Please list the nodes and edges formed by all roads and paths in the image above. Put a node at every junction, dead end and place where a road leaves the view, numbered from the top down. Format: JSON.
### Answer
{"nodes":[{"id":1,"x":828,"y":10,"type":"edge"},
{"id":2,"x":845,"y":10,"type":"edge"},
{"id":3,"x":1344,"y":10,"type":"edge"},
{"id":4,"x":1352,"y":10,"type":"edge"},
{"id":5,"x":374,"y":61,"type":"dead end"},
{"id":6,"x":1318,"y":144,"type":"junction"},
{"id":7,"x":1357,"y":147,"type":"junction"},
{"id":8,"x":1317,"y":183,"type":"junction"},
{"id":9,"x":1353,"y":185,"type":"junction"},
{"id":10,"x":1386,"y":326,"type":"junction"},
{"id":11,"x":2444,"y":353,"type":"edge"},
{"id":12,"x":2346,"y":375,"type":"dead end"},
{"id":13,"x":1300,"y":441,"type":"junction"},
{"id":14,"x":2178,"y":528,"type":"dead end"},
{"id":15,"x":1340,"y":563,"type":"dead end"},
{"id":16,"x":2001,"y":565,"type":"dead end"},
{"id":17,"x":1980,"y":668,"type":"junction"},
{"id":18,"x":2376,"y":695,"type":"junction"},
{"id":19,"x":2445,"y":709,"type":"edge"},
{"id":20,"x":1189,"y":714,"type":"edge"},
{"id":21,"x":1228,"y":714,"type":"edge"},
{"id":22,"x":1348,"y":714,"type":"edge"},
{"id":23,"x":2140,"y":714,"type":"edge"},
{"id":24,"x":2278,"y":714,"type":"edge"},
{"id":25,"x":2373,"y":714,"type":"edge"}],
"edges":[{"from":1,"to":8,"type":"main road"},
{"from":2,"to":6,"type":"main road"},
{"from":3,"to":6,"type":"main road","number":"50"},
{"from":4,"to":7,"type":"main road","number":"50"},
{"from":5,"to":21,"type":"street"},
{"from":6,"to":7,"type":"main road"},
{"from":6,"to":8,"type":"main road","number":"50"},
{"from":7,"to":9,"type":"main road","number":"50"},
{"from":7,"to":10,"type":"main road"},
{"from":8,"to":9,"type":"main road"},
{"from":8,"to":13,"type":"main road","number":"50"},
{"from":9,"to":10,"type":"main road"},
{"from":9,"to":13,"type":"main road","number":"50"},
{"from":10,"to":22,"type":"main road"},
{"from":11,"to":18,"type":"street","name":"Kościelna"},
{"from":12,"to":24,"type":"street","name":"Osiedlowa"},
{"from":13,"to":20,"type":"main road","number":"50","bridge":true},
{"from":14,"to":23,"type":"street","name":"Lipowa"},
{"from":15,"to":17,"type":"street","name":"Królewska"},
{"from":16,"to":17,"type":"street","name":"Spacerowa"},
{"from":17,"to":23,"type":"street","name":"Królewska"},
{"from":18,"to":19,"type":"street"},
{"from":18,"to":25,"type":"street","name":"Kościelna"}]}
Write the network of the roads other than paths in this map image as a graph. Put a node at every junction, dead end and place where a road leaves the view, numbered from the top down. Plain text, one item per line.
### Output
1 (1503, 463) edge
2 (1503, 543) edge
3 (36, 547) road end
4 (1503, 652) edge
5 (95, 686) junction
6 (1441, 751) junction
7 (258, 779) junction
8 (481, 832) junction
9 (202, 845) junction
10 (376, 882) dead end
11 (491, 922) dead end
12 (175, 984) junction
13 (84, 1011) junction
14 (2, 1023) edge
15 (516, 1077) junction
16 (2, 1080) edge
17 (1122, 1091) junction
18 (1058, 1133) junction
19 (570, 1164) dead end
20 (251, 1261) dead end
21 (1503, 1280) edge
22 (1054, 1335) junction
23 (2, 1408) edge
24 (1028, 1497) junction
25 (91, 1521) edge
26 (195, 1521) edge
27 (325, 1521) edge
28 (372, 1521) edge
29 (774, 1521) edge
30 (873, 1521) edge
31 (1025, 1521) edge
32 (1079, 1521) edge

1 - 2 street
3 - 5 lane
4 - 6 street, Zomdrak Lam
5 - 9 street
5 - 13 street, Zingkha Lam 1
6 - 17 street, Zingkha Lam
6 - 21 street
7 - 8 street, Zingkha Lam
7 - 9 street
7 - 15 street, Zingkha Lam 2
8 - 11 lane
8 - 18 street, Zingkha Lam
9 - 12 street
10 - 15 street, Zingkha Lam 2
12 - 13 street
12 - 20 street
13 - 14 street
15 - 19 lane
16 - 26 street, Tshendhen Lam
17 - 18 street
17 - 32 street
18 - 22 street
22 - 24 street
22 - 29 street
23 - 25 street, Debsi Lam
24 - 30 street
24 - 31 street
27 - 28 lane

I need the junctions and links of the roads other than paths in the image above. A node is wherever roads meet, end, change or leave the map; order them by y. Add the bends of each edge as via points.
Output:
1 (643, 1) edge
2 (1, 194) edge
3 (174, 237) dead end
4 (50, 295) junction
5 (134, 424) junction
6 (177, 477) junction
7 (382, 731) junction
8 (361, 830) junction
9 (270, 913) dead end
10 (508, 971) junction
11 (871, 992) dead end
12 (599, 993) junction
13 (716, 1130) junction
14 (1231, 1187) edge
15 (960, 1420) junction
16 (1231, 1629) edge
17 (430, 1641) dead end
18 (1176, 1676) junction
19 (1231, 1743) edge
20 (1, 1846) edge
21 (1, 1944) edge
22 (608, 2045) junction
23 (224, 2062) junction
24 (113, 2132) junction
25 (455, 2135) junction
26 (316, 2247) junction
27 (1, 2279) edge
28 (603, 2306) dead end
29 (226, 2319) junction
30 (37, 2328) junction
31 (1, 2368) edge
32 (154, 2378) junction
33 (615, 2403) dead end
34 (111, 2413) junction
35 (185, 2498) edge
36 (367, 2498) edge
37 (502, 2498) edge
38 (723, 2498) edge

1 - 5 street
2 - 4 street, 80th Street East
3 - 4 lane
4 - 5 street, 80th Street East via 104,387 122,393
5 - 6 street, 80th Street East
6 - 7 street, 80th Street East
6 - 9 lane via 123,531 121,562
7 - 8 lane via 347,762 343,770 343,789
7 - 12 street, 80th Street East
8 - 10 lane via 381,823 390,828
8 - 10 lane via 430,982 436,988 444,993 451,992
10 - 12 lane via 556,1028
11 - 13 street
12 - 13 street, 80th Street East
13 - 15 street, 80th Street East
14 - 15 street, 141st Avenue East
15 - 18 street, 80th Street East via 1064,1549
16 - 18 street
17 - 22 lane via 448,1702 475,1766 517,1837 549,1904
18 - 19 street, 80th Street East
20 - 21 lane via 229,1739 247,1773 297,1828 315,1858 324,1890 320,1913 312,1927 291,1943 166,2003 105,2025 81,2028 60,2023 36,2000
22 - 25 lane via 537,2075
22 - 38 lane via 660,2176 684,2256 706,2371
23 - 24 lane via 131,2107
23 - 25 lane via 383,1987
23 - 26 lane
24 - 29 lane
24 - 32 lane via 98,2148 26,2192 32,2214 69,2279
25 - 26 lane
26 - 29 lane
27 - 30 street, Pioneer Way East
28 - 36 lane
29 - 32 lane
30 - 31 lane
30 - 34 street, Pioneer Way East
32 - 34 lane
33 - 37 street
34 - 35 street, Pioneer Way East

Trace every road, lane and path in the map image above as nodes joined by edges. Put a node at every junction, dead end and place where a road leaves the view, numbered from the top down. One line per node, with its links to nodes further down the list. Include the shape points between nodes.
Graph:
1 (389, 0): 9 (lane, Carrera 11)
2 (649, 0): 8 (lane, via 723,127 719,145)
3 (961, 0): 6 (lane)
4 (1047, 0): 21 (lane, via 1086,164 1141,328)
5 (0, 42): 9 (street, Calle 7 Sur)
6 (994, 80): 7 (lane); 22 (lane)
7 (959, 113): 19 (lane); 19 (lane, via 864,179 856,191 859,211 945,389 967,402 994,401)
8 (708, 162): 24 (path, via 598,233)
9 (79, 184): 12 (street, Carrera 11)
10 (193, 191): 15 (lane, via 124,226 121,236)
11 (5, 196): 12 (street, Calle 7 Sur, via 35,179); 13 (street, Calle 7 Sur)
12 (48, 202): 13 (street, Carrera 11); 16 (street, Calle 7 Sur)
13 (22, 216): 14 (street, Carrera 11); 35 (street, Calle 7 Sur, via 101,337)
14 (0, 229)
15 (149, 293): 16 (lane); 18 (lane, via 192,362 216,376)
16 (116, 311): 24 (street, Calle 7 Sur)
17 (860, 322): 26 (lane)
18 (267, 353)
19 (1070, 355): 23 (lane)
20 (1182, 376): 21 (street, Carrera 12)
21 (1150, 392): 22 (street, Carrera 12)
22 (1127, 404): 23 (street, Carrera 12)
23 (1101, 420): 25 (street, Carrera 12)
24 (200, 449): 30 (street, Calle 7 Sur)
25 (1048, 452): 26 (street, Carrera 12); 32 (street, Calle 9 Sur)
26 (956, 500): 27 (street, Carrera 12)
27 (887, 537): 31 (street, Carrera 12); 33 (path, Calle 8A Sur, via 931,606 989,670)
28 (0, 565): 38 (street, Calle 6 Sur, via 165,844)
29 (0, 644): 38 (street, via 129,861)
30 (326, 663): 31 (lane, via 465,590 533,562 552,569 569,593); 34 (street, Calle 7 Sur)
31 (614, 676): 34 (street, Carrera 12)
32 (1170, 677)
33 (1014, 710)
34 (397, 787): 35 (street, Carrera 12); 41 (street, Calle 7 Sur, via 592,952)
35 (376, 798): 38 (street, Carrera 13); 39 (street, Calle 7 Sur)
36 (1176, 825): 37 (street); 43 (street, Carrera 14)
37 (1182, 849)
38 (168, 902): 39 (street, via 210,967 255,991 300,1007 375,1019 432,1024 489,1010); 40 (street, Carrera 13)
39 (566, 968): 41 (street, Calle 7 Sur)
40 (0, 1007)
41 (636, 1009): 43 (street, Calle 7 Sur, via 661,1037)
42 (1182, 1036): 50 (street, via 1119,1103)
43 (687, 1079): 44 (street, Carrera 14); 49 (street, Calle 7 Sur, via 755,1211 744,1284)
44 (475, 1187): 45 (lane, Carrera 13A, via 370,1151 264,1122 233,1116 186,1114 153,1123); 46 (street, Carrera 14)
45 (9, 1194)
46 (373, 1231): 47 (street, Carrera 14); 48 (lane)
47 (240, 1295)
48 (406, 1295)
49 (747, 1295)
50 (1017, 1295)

*WHAT IS BEING ASKED*.
Search each line of the data above for "leaves", and copy the lines where it occurs.

*SOLUTION*.
Please list the nodes and edges formed by all roads and paths in the image above. Put a node at every junction, dead end and place where a road leaves the view, numbered from the top down. Format: JSON.
Write the network of the roads other than paths in this map image as a graph. Put a node at every junction, dead end and place where a road leaves the view, numbered from the top down. Plain text, one item per line.
Trace every road, lane and path in the map image above as nodes joined by edges. Put a node at every junction, dead end and place where a road leaves the view, numbered from the top down. One line per node, with its links to nodes further down the list. Include the shape points between nodes.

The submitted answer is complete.